**SUPPLIED DATA**

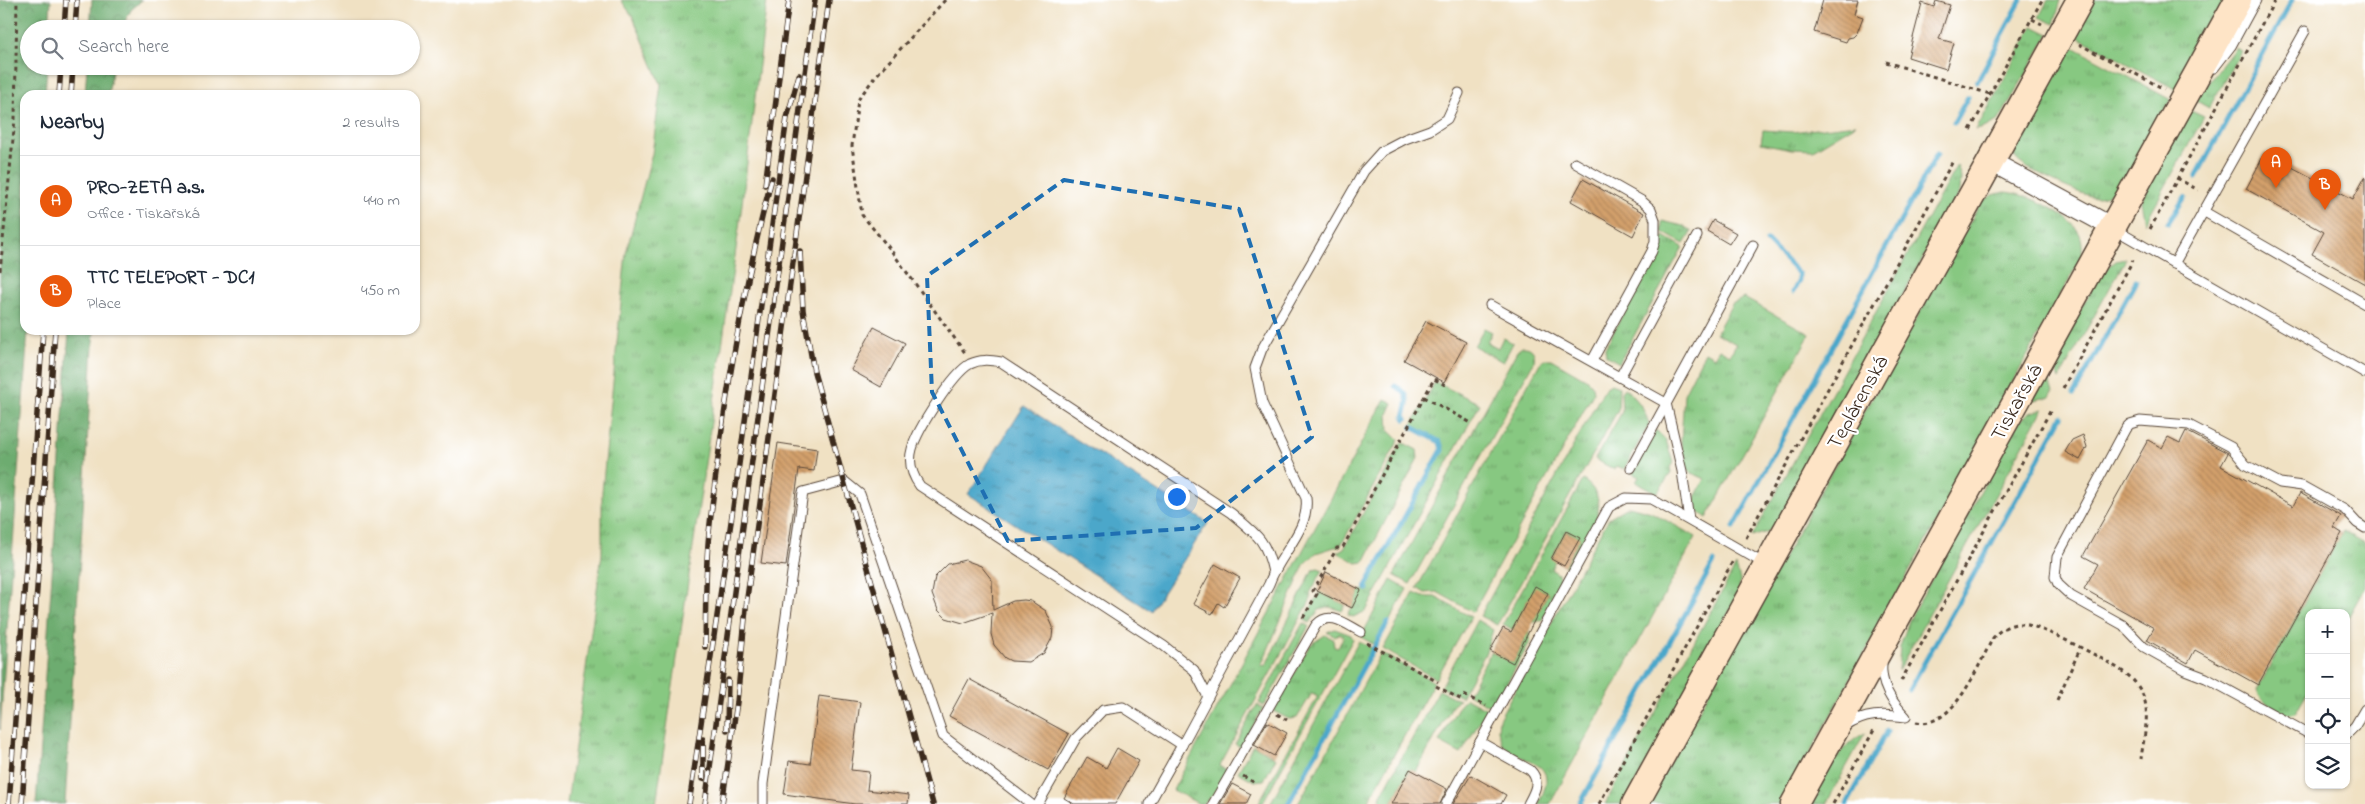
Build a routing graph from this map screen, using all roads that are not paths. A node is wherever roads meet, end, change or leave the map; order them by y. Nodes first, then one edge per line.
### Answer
1 (2238, 0) edge
2 (2256, 0) edge
3 (2072, 4) edge
4 (2305, 31) dead end
5 (1460, 93) dead end
6 (2170, 123) junction
7 (1990, 161) junction
8 (1575, 163) dead end
9 (2203, 211) junction
10 (2112, 228) junction
11 (1697, 236) dead end
12 (1753, 245) dead end
13 (2174, 264) junction
14 (2365, 304) edge
15 (1490, 306) dead end
16 (1592, 361) junction
17 (2365, 373) edge
18 (1620, 377) junction
19 (1666, 404) junction
20 (1631, 468) dead end
21 (1689, 520) junction
22 (2365, 528) edge
23 (1767, 565) junction
24 (1273, 572) junction
25 (1890, 629) junction
26 (1361, 632) dead end
27 (1208, 697) junction
28 (2365, 709) edge
29 (2350, 731) edge
30 (2305, 732) edge
31 (1480, 742) junction
32 (1182, 745) junction
33 (1824, 748) junction
34 (763, 804) edge
35 (1031, 804) edge
36 (1038, 804) edge
37 (1149, 804) edge
38 (1213, 804) edge
39 (1446, 804) edge
40 (1528, 804) edge
41 (1635, 804) edge
42 (1794, 804) edge

1 - 6 street, Tiskařská
2 - 6 lane
3 - 7 street, Teplárenská
4 - 9 lane
5 - 24 lane
6 - 10 street, Tiskařská
7 - 10 street
7 - 23 street, Teplárenská
8 - 16 lane
9 - 13 lane
9 - 14 lane
10 - 13 lane
10 - 25 street, Tiskařská
11 - 18 lane
12 - 19 lane
13 - 17 lane
15 - 16 lane
16 - 18 lane
18 - 19 lane
19 - 20 lane
19 - 21 lane
21 - 23 lane
21 - 31 lane
22 - 30 lane
23 - 41 street, Teplárenská
24 - 27 lane
24 - 27 lane
25 - 33 street, Tiskařská
25 - 33 lane
26 - 38 lane
27 - 32 lane
28 - 29 lane
31 - 39 lane
31 - 40 lane
32 - 36 lane
32 - 37 lane
33 - 42 street, Tiskařská
34 - 35 lane

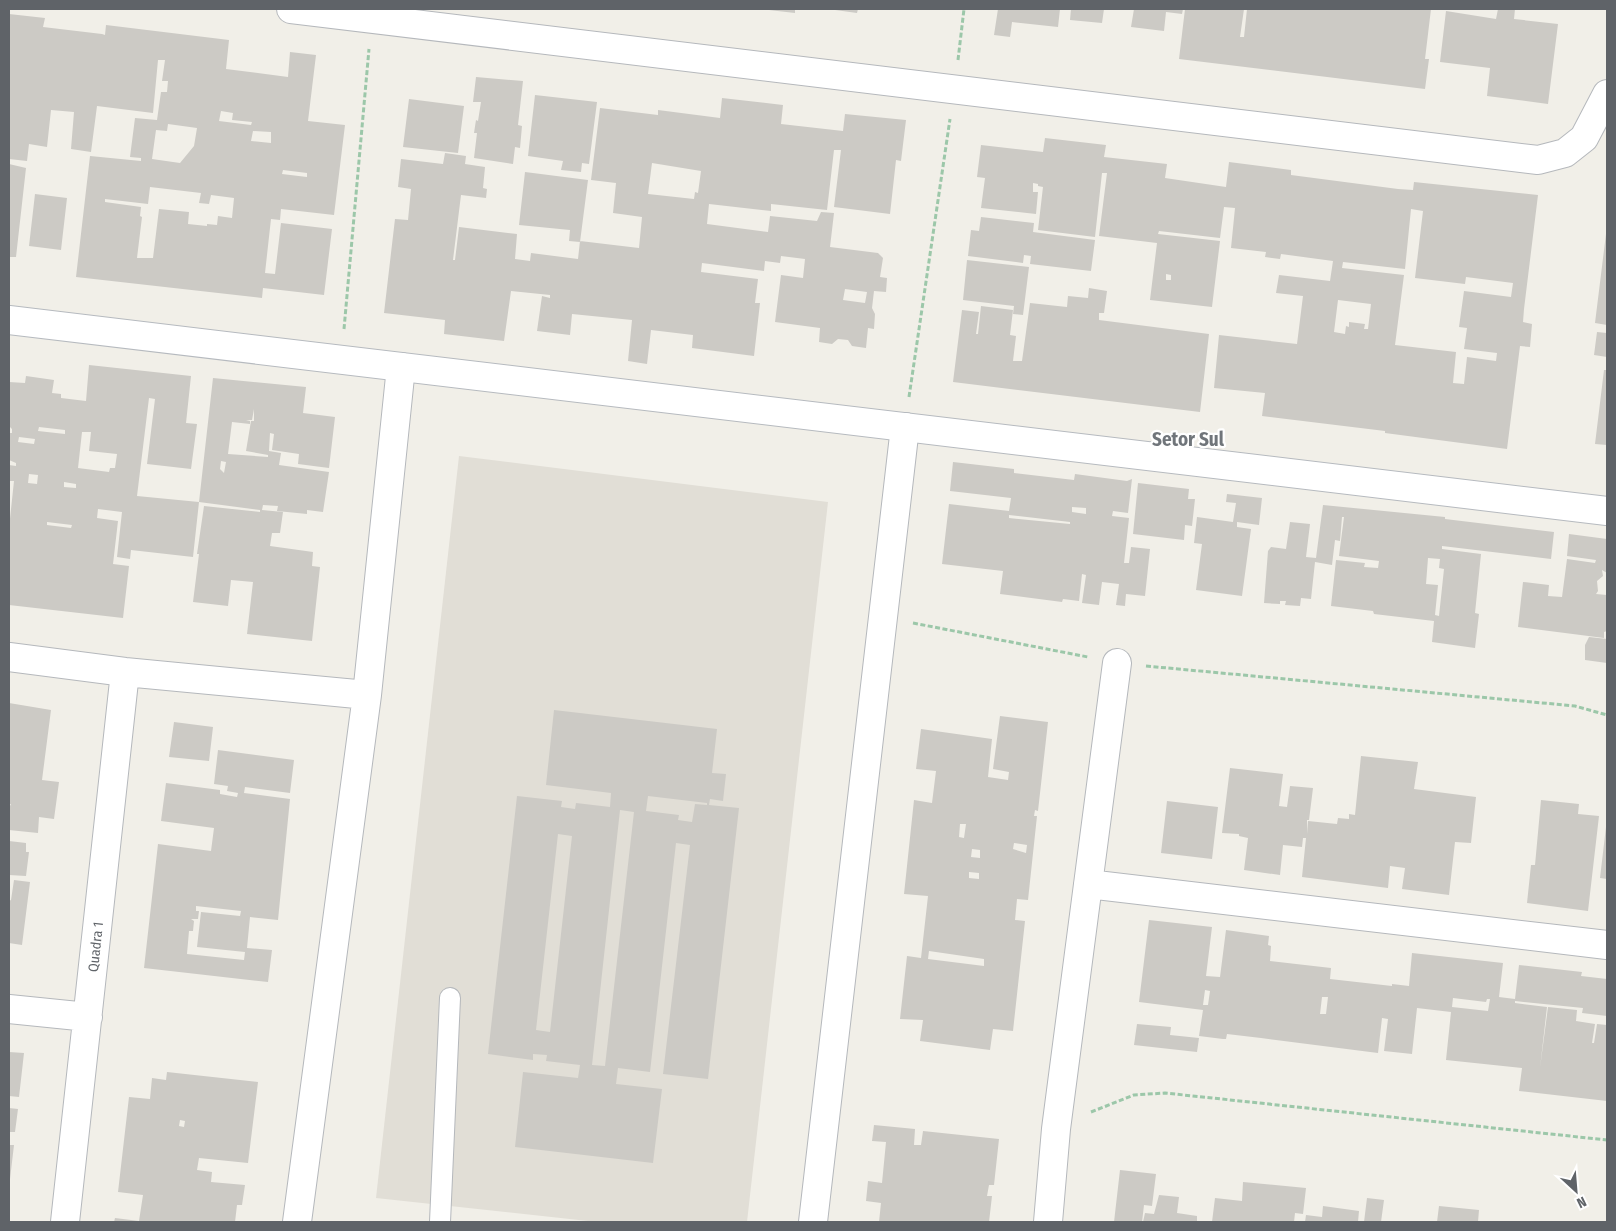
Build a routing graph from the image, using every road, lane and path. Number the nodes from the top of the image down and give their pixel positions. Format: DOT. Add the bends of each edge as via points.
graph roads {
  1 [pos="292,9"];
  2 [pos="964,9"];
  3 [pos="371,18"];
  4 [pos="954,90"];
  5 [pos="1607,94"];
  6 [pos="9,320"];
  7 [pos="341,359"];
  8 [pos="401,367"];
  9 [pos="905,427"];
  10 [pos="1607,511"];
  11 [pos="883,617"];
  12 [pos="9,658"];
  13 [pos="1117,663"];
  14 [pos="126,672"];
  15 [pos="367,695"];
  16 [pos="1607,715"];
  17 [pos="1088,884"];
  18 [pos="1607,945"];
  19 [pos="450,998"];
  20 [pos="9,1008"];
  21 [pos="88,1017"];
  22 [pos="1056,1129"];
  23 [pos="1607,1140"];
  24 [pos="65,1222"];
  25 [pos="297,1222"];
  26 [pos="440,1222"];
  27 [pos="813,1222"];
  28 [pos="1048,1222"];
  1 -- 3 [label="street"];
  2 -- 4 [label="path"];
  3 -- 4 [label="street"];
  3 -- 7 [label="path"];
  4 -- 5 [label="street" via="1538,160 1565,153 1584,138"];
  4 -- 9 [label="path"];
  6 -- 7 [label="street"];
  7 -- 8 [label="street"];
  8 -- 9 [label="street"];
  8 -- 15 [label="street"];
  9 -- 10 [label="street"];
  9 -- 11 [label="street"];
  11 -- 13 [label="path"];
  11 -- 27 [label="street"];
  12 -- 14 [label="street"];
  13 -- 16 [label="path" via="1575,706"];
  13 -- 17 [label="street"];
  14 -- 15 [label="street"];
  14 -- 21 [label="street, Quadra 1"];
  15 -- 25 [label="street"];
  17 -- 18 [label="street"];
  17 -- 22 [label="street"];
  19 -- 26 [label="lane"];
  20 -- 21 [label="street"];
  21 -- 24 [label="street, Quadra 1"];
  22 -- 23 [label="path" via="1106,1104 1134,1095 1165,1093"];
  22 -- 28 [label="street"];
}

**TASK DESCRIPTION**
List every line in the records above that contains the word "Teplárenská".

**RESPONSE BOX**
3 - 7 street, Teplárenská
7 - 23 street, Teplárenská
23 - 41 street, Teplárenská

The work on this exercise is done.